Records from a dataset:
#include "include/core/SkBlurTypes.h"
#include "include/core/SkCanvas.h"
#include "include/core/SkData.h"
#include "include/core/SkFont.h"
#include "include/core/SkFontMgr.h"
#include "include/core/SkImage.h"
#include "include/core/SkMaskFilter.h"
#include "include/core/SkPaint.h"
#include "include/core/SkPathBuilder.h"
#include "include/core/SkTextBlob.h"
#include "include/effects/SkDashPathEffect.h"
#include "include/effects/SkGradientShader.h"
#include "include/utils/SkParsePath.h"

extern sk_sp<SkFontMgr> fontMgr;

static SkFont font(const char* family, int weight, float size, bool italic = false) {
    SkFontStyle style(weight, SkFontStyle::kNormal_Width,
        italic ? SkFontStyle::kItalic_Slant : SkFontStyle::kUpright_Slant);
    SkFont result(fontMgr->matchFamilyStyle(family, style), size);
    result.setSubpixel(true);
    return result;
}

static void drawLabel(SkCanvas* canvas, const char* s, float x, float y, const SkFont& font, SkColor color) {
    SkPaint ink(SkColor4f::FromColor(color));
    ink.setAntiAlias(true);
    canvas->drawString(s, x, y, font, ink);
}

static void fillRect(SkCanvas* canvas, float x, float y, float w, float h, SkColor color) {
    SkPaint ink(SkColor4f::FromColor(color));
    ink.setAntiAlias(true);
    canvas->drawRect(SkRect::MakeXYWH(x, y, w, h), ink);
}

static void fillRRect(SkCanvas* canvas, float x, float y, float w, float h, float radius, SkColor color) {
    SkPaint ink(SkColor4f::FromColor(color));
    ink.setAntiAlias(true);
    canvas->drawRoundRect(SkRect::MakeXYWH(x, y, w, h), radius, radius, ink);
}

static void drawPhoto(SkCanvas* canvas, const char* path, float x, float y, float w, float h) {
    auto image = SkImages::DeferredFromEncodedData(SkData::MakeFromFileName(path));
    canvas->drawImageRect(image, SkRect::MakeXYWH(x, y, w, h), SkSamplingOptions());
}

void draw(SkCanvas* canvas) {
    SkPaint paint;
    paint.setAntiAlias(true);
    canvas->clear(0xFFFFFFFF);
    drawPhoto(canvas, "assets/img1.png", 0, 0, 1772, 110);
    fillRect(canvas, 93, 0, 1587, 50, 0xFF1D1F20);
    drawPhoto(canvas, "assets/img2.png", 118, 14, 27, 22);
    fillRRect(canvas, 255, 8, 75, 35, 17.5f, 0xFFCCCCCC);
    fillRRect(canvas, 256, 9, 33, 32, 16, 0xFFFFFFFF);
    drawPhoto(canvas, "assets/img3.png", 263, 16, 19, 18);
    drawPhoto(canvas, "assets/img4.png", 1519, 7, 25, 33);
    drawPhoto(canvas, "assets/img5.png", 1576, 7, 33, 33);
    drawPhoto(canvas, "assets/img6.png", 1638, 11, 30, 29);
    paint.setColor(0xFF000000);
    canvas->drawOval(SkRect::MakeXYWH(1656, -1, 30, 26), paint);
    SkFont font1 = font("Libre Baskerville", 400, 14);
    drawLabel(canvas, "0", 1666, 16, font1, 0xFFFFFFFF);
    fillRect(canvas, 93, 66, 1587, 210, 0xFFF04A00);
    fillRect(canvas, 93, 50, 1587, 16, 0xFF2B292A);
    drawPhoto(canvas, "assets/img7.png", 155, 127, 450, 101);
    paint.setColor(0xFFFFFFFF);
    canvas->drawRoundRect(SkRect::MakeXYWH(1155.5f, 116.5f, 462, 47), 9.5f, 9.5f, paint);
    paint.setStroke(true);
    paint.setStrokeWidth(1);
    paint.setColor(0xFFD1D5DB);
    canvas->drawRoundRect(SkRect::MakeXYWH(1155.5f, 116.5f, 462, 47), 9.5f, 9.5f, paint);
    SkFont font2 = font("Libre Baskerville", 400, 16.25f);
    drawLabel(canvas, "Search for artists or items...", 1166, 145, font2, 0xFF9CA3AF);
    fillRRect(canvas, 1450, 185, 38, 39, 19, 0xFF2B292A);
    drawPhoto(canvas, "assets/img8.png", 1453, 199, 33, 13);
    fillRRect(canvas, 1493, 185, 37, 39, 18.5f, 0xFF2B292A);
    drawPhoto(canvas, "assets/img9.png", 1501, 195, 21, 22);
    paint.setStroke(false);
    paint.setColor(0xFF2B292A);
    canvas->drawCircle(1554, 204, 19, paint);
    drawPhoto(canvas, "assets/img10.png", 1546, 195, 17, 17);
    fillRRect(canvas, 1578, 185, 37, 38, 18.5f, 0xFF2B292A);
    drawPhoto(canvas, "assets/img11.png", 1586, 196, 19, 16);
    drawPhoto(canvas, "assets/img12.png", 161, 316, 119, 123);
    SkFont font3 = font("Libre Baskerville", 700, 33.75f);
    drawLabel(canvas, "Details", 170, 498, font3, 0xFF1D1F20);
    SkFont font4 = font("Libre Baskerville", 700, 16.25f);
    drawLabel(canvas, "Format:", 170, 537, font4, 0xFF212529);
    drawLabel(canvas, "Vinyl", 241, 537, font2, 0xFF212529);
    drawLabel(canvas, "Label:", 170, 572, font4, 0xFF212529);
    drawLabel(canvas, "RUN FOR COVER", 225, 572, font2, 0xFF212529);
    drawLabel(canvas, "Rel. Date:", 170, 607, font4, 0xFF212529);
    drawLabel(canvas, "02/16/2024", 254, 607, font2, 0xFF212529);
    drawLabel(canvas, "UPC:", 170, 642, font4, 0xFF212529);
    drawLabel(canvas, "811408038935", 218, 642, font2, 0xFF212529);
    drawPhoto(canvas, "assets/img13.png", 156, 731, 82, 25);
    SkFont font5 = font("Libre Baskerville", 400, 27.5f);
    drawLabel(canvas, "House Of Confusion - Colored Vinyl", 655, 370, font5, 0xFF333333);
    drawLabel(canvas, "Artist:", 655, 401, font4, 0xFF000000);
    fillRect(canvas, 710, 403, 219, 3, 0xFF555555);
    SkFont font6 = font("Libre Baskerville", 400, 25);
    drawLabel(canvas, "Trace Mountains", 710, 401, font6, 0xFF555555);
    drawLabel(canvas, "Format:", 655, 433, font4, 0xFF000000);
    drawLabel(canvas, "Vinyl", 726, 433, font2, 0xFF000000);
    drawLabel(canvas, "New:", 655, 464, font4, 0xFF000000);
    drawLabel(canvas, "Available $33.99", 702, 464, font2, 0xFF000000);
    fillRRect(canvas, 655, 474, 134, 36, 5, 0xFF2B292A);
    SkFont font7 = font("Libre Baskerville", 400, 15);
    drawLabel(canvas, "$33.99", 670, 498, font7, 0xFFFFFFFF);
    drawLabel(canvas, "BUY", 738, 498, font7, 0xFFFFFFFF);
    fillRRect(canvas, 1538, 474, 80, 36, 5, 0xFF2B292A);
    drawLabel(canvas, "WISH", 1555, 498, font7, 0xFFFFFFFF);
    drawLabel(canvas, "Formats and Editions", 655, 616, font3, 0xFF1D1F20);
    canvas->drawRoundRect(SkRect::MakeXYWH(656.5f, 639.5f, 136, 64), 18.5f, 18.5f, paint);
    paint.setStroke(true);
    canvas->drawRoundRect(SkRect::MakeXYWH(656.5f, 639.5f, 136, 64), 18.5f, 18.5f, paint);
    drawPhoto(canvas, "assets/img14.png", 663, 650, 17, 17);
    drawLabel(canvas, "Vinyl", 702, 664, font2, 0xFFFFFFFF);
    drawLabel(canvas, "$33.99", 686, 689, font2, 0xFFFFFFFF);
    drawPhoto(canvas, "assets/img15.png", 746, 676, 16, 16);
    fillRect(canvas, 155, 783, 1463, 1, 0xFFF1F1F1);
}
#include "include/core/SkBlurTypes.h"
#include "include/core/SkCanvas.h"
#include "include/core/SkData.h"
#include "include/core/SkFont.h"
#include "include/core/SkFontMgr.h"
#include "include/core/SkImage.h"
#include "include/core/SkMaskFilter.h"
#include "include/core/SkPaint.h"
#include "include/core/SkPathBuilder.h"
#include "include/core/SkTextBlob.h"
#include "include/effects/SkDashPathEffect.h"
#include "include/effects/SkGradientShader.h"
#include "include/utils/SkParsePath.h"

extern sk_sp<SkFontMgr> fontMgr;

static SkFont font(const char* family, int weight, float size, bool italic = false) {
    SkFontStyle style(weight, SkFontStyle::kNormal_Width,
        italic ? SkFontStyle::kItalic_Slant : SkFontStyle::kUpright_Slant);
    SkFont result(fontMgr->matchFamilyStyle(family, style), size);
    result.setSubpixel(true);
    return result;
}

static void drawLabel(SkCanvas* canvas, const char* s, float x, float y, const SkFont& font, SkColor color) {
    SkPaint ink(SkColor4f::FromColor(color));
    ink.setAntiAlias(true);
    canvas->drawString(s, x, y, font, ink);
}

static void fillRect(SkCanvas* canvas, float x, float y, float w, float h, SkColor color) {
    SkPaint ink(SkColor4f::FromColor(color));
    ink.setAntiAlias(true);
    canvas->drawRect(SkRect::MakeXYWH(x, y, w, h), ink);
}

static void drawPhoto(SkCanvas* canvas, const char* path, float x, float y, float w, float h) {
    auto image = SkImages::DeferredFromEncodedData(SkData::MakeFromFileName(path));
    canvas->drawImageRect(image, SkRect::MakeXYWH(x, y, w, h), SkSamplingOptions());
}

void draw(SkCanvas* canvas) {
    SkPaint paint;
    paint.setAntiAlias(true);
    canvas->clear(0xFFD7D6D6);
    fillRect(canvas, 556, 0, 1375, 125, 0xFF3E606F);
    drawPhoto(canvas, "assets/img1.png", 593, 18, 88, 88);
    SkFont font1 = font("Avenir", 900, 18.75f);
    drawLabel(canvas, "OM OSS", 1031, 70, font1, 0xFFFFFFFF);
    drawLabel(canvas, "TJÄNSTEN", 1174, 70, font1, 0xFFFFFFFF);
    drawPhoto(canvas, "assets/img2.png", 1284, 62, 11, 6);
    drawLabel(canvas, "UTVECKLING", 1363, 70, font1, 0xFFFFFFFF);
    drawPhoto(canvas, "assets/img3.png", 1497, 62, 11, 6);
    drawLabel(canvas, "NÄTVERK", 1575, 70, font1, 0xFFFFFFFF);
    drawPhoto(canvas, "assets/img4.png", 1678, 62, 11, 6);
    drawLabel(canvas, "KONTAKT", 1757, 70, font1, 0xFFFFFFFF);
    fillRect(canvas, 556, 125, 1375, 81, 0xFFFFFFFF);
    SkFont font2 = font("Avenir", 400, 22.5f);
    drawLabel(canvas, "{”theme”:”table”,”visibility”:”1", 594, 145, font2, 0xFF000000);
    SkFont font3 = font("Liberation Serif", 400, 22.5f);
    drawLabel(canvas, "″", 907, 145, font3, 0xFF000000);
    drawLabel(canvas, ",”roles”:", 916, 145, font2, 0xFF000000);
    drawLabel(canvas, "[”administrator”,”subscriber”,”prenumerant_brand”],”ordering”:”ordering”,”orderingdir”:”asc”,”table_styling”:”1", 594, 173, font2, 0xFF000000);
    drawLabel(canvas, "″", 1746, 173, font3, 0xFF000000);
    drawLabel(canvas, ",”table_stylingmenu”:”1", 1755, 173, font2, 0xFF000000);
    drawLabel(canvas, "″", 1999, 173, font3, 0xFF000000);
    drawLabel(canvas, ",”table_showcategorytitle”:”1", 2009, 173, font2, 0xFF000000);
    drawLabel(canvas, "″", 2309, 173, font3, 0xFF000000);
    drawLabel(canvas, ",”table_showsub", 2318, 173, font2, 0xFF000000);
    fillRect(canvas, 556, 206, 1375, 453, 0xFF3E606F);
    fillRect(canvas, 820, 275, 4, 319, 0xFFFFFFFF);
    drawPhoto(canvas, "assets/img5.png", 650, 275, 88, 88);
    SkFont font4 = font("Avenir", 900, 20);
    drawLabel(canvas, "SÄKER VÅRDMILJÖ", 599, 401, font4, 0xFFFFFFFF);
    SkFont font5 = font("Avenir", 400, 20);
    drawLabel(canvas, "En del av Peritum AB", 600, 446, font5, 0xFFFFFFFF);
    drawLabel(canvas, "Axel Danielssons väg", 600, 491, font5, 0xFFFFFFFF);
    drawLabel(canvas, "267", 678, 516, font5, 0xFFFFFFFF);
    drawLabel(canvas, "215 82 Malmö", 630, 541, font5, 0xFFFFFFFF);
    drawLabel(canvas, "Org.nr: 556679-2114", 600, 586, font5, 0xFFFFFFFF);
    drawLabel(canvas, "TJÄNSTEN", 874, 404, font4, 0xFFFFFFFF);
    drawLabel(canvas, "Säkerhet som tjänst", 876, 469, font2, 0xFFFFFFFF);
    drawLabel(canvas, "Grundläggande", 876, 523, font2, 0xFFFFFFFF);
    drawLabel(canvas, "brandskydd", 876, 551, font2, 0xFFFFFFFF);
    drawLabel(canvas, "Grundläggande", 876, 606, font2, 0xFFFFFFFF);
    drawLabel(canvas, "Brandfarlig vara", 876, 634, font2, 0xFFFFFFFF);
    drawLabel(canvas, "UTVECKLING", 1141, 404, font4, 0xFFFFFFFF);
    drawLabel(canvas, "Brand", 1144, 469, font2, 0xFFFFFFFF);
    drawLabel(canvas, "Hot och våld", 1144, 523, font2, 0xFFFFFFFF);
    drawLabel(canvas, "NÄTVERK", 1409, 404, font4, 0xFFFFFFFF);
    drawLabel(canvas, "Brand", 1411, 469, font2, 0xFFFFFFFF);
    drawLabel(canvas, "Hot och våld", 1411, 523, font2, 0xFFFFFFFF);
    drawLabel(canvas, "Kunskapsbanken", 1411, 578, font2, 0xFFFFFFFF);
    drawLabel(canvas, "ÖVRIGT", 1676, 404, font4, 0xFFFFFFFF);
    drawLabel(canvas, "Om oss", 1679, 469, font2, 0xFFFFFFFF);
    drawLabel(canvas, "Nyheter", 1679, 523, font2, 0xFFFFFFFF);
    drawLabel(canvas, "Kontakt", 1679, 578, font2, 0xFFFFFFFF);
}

**Task instructions:** Check each line of the data for "radius". Copy the lines where it turns up.

**Completed task:**
static void fillRRect(SkCanvas* canvas, float x, float y, float w, float h, float radius, SkColor color) {
    canvas->drawRoundRect(SkRect::MakeXYWH(x, y, w, h), radius, radius, ink);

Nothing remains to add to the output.